Copy each line of the material below that includes the string "HOBART".

..........

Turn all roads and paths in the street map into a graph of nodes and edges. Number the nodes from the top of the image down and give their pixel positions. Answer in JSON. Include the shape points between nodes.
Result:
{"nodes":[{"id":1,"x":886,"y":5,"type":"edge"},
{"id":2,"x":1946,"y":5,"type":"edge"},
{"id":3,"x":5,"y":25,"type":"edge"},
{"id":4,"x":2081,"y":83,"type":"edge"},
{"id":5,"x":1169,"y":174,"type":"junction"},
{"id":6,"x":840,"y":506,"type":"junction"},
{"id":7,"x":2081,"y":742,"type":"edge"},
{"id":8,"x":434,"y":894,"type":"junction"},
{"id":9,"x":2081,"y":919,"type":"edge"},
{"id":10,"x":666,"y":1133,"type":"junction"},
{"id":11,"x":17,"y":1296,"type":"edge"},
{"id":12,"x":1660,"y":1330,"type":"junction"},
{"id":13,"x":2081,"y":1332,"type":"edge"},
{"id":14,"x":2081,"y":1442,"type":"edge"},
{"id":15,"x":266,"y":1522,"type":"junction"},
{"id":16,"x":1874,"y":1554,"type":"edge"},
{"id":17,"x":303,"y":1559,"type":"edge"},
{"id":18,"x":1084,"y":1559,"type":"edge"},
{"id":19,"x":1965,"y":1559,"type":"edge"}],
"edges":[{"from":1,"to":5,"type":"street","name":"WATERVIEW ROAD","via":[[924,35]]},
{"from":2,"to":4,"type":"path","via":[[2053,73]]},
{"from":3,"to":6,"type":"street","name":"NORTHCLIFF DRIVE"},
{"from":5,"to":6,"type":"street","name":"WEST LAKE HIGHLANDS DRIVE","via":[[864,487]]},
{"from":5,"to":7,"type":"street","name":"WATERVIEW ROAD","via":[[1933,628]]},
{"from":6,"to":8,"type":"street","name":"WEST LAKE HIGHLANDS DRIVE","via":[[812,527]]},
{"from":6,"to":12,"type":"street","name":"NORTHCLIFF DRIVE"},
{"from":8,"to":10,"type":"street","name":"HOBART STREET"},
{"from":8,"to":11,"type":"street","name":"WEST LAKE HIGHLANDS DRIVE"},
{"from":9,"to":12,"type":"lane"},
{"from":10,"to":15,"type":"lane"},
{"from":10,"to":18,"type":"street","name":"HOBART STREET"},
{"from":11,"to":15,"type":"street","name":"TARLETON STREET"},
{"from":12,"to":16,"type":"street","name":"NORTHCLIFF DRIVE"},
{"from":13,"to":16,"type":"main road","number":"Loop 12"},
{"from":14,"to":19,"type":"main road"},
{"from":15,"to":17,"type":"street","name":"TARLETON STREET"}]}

..........

▶ RESPONSE
{"from":8,"to":10,"type":"street","name":"HOBART STREET"},
{"from":10,"to":18,"type":"street","name":"HOBART STREET"},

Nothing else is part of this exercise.